▸ **YOUR TASK**: Please copy the records below word for word, leaving out the pictures.

▸ **RECORDS FOR THE EXERCISE**:
◆ ◆ ◆
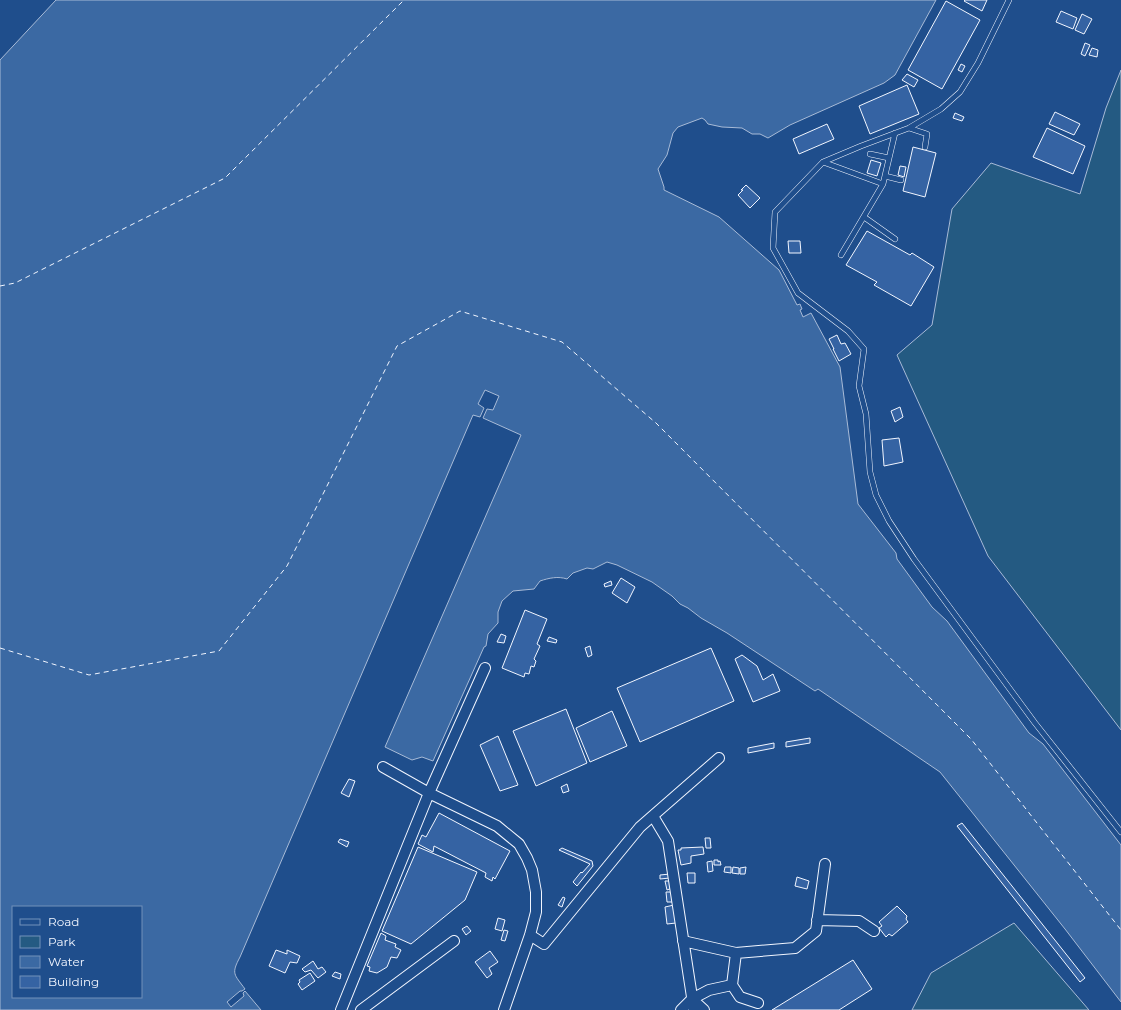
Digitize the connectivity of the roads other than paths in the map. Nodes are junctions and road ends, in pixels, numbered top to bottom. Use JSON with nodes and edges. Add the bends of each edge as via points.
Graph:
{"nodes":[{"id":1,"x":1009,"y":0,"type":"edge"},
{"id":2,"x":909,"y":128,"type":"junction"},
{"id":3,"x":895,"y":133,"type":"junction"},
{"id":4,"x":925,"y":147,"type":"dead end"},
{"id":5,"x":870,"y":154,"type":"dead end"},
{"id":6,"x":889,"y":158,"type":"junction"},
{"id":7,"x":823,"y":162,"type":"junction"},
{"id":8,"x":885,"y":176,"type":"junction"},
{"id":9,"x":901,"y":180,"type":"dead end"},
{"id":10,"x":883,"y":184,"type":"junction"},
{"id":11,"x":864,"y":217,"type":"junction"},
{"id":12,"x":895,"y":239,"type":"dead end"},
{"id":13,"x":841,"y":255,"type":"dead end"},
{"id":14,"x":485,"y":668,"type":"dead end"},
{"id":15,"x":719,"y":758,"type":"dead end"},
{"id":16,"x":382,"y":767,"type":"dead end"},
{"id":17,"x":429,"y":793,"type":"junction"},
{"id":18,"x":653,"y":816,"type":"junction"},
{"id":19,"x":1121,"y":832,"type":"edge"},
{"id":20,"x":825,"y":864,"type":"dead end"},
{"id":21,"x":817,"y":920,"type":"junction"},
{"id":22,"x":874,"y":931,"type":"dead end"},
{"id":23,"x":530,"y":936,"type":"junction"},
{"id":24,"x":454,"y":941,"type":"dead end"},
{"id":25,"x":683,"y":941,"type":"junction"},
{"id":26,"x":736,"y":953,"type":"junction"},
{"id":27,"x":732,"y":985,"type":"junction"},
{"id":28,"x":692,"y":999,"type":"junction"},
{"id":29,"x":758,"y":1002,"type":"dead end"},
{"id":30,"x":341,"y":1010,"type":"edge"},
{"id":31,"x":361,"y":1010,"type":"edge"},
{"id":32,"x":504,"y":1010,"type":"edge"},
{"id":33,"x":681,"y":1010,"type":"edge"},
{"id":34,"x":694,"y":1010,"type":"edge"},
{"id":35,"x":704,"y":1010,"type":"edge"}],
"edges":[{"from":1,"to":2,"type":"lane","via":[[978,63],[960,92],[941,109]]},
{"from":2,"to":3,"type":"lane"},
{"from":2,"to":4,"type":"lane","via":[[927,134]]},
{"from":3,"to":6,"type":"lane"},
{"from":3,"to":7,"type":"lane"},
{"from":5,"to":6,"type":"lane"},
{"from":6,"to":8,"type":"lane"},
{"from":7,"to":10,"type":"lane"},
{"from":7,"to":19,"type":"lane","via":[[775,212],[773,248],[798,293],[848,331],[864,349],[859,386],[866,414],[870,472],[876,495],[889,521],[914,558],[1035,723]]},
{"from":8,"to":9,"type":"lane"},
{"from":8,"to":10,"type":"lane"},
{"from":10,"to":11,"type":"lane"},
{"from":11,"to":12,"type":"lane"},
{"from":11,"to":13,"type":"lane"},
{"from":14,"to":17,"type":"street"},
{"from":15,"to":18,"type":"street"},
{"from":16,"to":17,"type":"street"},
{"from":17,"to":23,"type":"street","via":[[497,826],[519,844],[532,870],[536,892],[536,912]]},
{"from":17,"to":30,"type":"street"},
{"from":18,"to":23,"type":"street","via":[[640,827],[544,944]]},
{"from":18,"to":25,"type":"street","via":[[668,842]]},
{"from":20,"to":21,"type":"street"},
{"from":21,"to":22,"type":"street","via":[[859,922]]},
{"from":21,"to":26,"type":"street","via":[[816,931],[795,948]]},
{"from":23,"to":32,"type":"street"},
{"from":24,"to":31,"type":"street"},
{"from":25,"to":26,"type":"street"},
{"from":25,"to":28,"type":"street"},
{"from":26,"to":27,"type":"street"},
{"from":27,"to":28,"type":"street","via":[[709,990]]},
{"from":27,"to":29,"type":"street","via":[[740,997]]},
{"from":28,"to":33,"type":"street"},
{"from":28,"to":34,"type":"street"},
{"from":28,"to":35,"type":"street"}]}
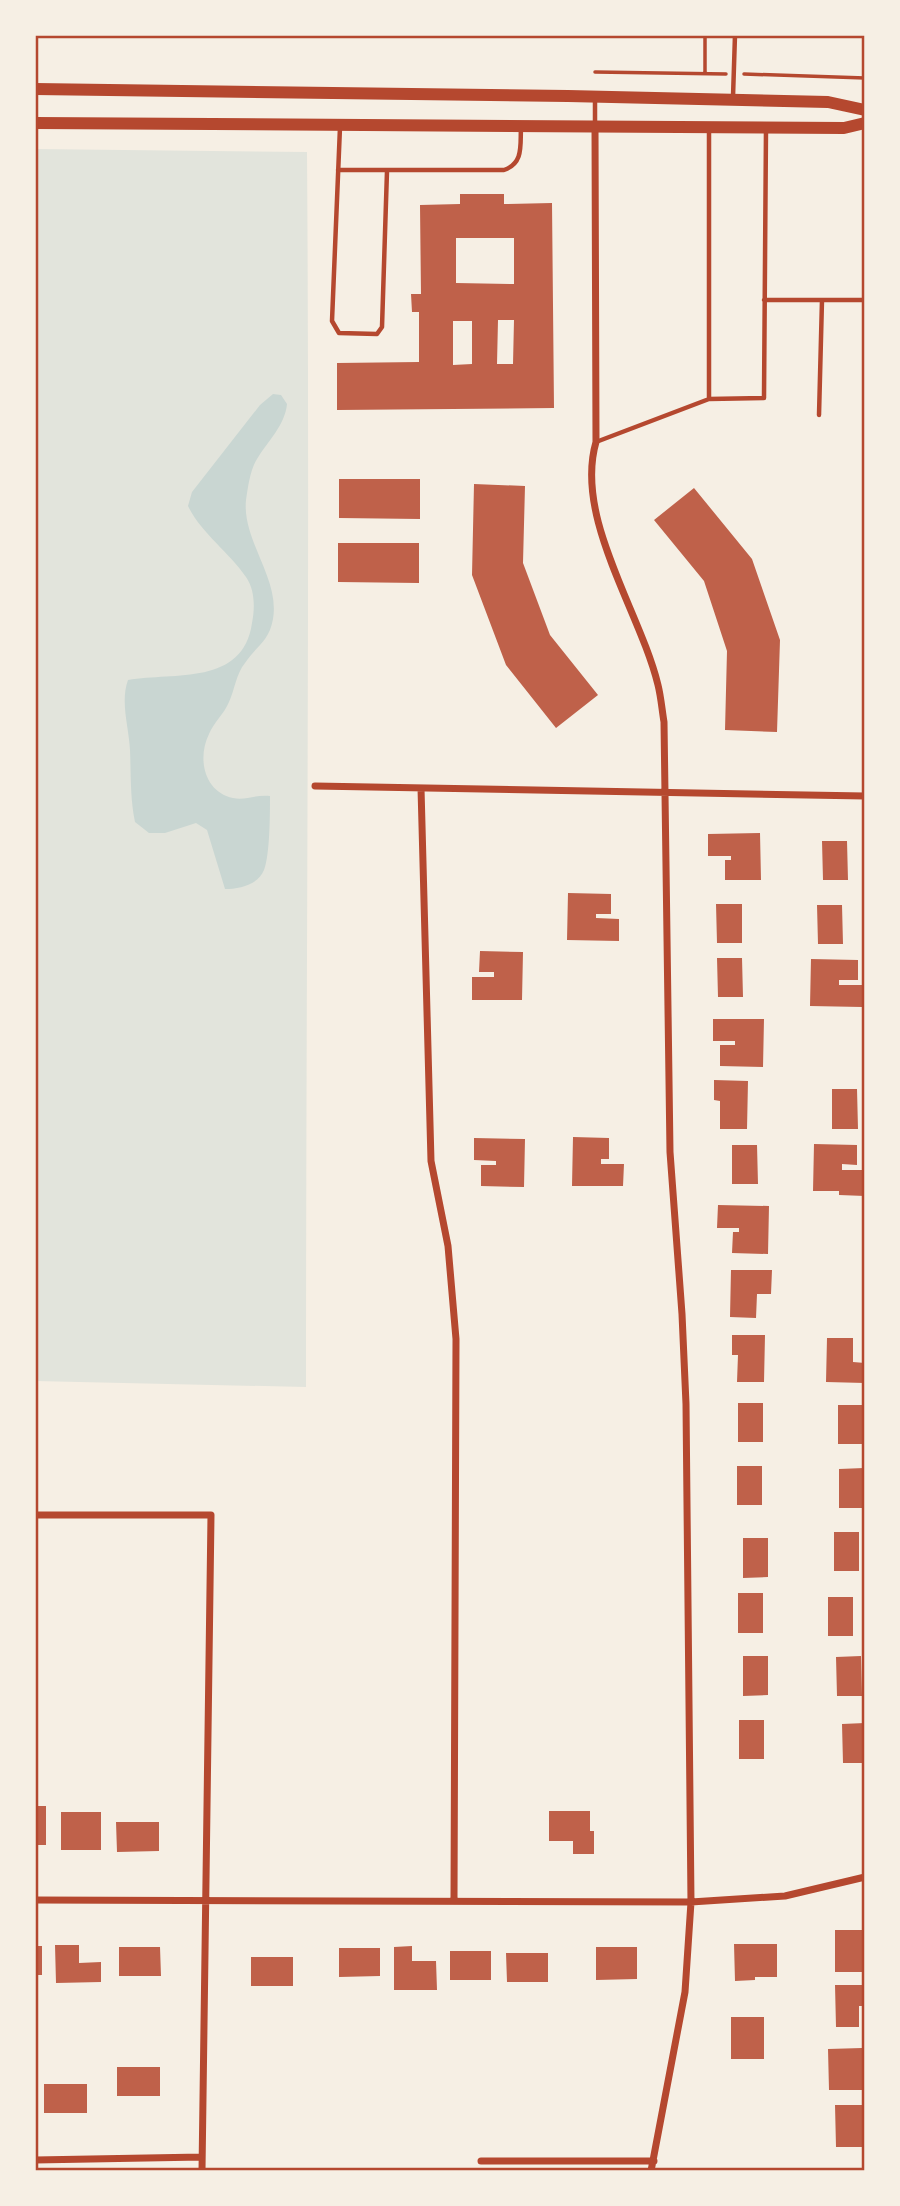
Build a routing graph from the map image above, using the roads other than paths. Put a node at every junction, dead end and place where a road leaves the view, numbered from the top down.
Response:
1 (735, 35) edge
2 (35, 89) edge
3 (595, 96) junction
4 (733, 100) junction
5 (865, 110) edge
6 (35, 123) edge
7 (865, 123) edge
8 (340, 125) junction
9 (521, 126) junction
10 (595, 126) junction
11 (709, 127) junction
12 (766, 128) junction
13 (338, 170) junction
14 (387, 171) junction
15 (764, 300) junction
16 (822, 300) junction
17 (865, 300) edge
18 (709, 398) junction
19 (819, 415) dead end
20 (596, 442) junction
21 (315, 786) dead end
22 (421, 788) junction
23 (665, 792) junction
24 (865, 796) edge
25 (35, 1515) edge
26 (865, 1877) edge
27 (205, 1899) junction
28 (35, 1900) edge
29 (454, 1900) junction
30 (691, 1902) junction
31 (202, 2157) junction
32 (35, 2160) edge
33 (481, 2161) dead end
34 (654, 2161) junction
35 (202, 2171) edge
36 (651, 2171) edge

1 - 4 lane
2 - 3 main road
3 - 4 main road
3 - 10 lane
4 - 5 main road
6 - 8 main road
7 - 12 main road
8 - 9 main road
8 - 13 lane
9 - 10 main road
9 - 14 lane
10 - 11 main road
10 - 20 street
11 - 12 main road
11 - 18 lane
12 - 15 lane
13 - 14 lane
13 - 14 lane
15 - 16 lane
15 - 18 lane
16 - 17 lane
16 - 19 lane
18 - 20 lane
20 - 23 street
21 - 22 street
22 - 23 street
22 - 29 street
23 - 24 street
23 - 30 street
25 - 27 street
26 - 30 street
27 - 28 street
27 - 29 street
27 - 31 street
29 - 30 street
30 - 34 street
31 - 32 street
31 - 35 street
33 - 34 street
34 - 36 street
◆ ◆ ◆
▸ **YOUR RESPONSE**:
Digitize the connectivity of the roads other than paths in the map. Nodes are junctions and road ends, in pixels, numbered top to bottom. Use JSON with nodes and edges. Add the bends of each edge as via points.
Graph:
{"nodes":[{"id":1,"x":1009,"y":0,"type":"edge"},
{"id":2,"x":909,"y":128,"type":"junction"},
{"id":3,"x":895,"y":133,"type":"junction"},
{"id":4,"x":925,"y":147,"type":"dead end"},
{"id":5,"x":870,"y":154,"type":"dead end"},
{"id":6,"x":889,"y":158,"type":"junction"},
{"id":7,"x":823,"y":162,"type":"junction"},
{"id":8,"x":885,"y":176,"type":"junction"},
{"id":9,"x":901,"y":180,"type":"dead end"},
{"id":10,"x":883,"y":184,"type":"junction"},
{"id":11,"x":864,"y":217,"type":"junction"},
{"id":12,"x":895,"y":239,"type":"dead end"},
{"id":13,"x":841,"y":255,"type":"dead end"},
{"id":14,"x":485,"y":668,"type":"dead end"},
{"id":15,"x":719,"y":758,"type":"dead end"},
{"id":16,"x":382,"y":767,"type":"dead end"},
{"id":17,"x":429,"y":793,"type":"junction"},
{"id":18,"x":653,"y":816,"type":"junction"},
{"id":19,"x":1121,"y":832,"type":"edge"},
{"id":20,"x":825,"y":864,"type":"dead end"},
{"id":21,"x":817,"y":920,"type":"junction"},
{"id":22,"x":874,"y":931,"type":"dead end"},
{"id":23,"x":530,"y":936,"type":"junction"},
{"id":24,"x":454,"y":941,"type":"dead end"},
{"id":25,"x":683,"y":941,"type":"junction"},
{"id":26,"x":736,"y":953,"type":"junction"},
{"id":27,"x":732,"y":985,"type":"junction"},
{"id":28,"x":692,"y":999,"type":"junction"},
{"id":29,"x":758,"y":1002,"type":"dead end"},
{"id":30,"x":341,"y":1010,"type":"edge"},
{"id":31,"x":361,"y":1010,"type":"edge"},
{"id":32,"x":504,"y":1010,"type":"edge"},
{"id":33,"x":681,"y":1010,"type":"edge"},
{"id":34,"x":694,"y":1010,"type":"edge"},
{"id":35,"x":704,"y":1010,"type":"edge"}],
"edges":[{"from":1,"to":2,"type":"lane","via":[[978,63],[960,92],[941,109]]},
{"from":2,"to":3,"type":"lane"},
{"from":2,"to":4,"type":"lane","via":[[927,134]]},
{"from":3,"to":6,"type":"lane"},
{"from":3,"to":7,"type":"lane"},
{"from":5,"to":6,"type":"lane"},
{"from":6,"to":8,"type":"lane"},
{"from":7,"to":10,"type":"lane"},
{"from":7,"to":19,"type":"lane","via":[[775,212],[773,248],[798,293],[848,331],[864,349],[859,386],[866,414],[870,472],[876,495],[889,521],[914,558],[1035,723]]},
{"from":8,"to":9,"type":"lane"},
{"from":8,"to":10,"type":"lane"},
{"from":10,"to":11,"type":"lane"},
{"from":11,"to":12,"type":"lane"},
{"from":11,"to":13,"type":"lane"},
{"from":14,"to":17,"type":"street"},
{"from":15,"to":18,"type":"street"},
{"from":16,"to":17,"type":"street"},
{"from":17,"to":23,"type":"street","via":[[497,826],[519,844],[532,870],[536,892],[536,912]]},
{"from":17,"to":30,"type":"street"},
{"from":18,"to":23,"type":"street","via":[[640,827],[544,944]]},
{"from":18,"to":25,"type":"street","via":[[668,842]]},
{"from":20,"to":21,"type":"street"},
{"from":21,"to":22,"type":"street","via":[[859,922]]},
{"from":21,"to":26,"type":"street","via":[[816,931],[795,948]]},
{"from":23,"to":32,"type":"street"},
{"from":24,"to":31,"type":"street"},
{"from":25,"to":26,"type":"street"},
{"from":25,"to":28,"type":"street"},
{"from":26,"to":27,"type":"street"},
{"from":27,"to":28,"type":"street","via":[[709,990]]},
{"from":27,"to":29,"type":"street","via":[[740,997]]},
{"from":28,"to":33,"type":"street"},
{"from":28,"to":34,"type":"street"},
{"from":28,"to":35,"type":"street"}]}
Build a routing graph from the map image above, using the roads other than paths. Put a node at every junction, dead end and place where a road leaves the view, numbered from the top down.
Response:
1 (735, 35) edge
2 (35, 89) edge
3 (595, 96) junction
4 (733, 100) junction
5 (865, 110) edge
6 (35, 123) edge
7 (865, 123) edge
8 (340, 125) junction
9 (521, 126) junction
10 (595, 126) junction
11 (709, 127) junction
12 (766, 128) junction
13 (338, 170) junction
14 (387, 171) junction
15 (764, 300) junction
16 (822, 300) junction
17 (865, 300) edge
18 (709, 398) junction
19 (819, 415) dead end
20 (596, 442) junction
21 (315, 786) dead end
22 (421, 788) junction
23 (665, 792) junction
24 (865, 796) edge
25 (35, 1515) edge
26 (865, 1877) edge
27 (205, 1899) junction
28 (35, 1900) edge
29 (454, 1900) junction
30 (691, 1902) junction
31 (202, 2157) junction
32 (35, 2160) edge
33 (481, 2161) dead end
34 (654, 2161) junction
35 (202, 2171) edge
36 (651, 2171) edge

1 - 4 lane
2 - 3 main road
3 - 4 main road
3 - 10 lane
4 - 5 main road
6 - 8 main road
7 - 12 main road
8 - 9 main road
8 - 13 lane
9 - 10 main road
9 - 14 lane
10 - 11 main road
10 - 20 street
11 - 12 main road
11 - 18 lane
12 - 15 lane
13 - 14 lane
13 - 14 lane
15 - 16 lane
15 - 18 lane
16 - 17 lane
16 - 19 lane
18 - 20 lane
20 - 23 street
21 - 22 street
22 - 23 street
22 - 29 street
23 - 24 street
23 - 30 street
25 - 27 street
26 - 30 street
27 - 28 street
27 - 29 street
27 - 31 street
29 - 30 street
30 - 34 street
31 - 32 street
31 - 35 street
33 - 34 street
34 - 36 street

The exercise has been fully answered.